Data compression theory and algorithms

Data compression

In computer science and information theory, data compression or source coding is the process of encoding information using fewer bits (or other information-bearing units) than an un-encoded representation would use through use of specific encoding schemes. For example, this article could be encoded with fewer bits if one were to accept the convention that the word "compression" be encoded as "comp". One popular instance of compression that many computer users are familiar with is the ZIP file format, which, as well as providing compression, acts as an archiver, storing many files in a single output file.

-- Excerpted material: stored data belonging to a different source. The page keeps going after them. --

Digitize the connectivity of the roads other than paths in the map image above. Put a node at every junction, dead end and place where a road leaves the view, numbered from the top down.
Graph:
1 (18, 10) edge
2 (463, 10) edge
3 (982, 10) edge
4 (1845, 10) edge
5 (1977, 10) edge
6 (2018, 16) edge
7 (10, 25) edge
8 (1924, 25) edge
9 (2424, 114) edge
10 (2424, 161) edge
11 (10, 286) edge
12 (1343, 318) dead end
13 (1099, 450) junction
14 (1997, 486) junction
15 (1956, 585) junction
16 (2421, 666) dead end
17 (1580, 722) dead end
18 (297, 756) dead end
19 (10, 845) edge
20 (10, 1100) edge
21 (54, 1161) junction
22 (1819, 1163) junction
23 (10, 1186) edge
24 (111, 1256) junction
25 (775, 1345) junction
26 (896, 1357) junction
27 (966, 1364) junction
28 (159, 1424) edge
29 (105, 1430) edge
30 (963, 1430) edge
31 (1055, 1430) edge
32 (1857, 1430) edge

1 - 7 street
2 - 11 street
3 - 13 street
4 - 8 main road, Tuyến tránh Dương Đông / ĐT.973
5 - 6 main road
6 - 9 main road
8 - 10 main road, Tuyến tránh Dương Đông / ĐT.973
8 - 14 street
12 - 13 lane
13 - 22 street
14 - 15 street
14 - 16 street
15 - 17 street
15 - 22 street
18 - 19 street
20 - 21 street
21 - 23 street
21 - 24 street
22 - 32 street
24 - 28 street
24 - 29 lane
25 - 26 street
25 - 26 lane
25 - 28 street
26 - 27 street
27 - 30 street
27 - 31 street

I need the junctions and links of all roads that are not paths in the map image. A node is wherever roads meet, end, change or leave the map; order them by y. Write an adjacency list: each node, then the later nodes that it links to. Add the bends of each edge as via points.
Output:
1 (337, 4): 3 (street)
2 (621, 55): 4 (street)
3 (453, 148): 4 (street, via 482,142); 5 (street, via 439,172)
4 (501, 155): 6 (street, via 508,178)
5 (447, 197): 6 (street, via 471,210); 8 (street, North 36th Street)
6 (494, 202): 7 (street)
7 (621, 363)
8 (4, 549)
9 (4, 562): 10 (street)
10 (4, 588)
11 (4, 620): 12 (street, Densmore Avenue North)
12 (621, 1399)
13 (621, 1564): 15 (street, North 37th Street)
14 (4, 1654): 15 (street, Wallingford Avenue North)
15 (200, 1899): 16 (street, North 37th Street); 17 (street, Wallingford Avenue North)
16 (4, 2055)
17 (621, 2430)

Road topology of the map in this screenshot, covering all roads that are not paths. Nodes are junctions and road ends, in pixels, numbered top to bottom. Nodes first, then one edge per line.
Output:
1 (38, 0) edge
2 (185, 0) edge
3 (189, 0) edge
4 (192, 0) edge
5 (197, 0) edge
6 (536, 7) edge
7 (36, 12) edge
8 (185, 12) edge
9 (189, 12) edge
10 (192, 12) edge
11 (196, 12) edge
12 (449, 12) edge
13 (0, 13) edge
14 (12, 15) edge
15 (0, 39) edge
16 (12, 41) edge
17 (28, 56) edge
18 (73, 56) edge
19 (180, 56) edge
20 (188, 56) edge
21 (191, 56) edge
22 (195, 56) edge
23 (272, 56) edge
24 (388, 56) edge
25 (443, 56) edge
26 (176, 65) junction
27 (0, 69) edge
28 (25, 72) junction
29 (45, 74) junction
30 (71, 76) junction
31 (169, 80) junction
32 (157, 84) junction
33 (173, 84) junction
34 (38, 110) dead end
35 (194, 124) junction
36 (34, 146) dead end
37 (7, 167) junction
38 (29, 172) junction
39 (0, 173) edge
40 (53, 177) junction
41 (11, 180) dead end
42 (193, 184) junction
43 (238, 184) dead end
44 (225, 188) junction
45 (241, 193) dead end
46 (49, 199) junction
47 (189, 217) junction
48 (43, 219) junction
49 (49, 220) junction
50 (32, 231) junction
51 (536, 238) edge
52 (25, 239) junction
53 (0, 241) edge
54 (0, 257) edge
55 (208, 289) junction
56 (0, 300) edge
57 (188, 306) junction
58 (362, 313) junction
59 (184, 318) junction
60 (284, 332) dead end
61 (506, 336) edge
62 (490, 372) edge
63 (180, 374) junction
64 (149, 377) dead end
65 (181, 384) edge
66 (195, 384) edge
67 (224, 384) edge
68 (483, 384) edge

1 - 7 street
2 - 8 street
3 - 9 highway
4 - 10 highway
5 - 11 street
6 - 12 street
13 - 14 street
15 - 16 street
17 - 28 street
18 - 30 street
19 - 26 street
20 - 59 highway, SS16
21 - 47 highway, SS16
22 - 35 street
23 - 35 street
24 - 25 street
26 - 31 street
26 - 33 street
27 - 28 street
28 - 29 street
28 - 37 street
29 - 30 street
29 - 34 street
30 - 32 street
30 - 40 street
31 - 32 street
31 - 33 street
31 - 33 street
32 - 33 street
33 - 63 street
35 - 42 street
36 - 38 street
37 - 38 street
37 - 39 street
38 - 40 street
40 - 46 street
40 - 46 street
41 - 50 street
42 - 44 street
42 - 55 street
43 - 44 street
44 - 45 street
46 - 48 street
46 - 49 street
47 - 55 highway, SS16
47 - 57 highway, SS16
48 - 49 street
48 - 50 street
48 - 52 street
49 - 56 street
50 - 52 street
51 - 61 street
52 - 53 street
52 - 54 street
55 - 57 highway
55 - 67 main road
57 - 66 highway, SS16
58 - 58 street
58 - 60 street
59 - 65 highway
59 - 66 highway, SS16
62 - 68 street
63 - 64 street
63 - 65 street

As is the case with any form of communication, compressed data communication only works when both the sender and receiver of the information understand the encoding scheme. For example, this text makes sense only if the receiver understands that it is intended to be interpreted as characters representing the English language. Similarly, compressed data can only be understood if the decoding method is known by the receiver. Some compression algorithms exploit this property in order to encrypt data during the compression process so that decompression can only be achieved by an authorized party (eg. through the use of a password).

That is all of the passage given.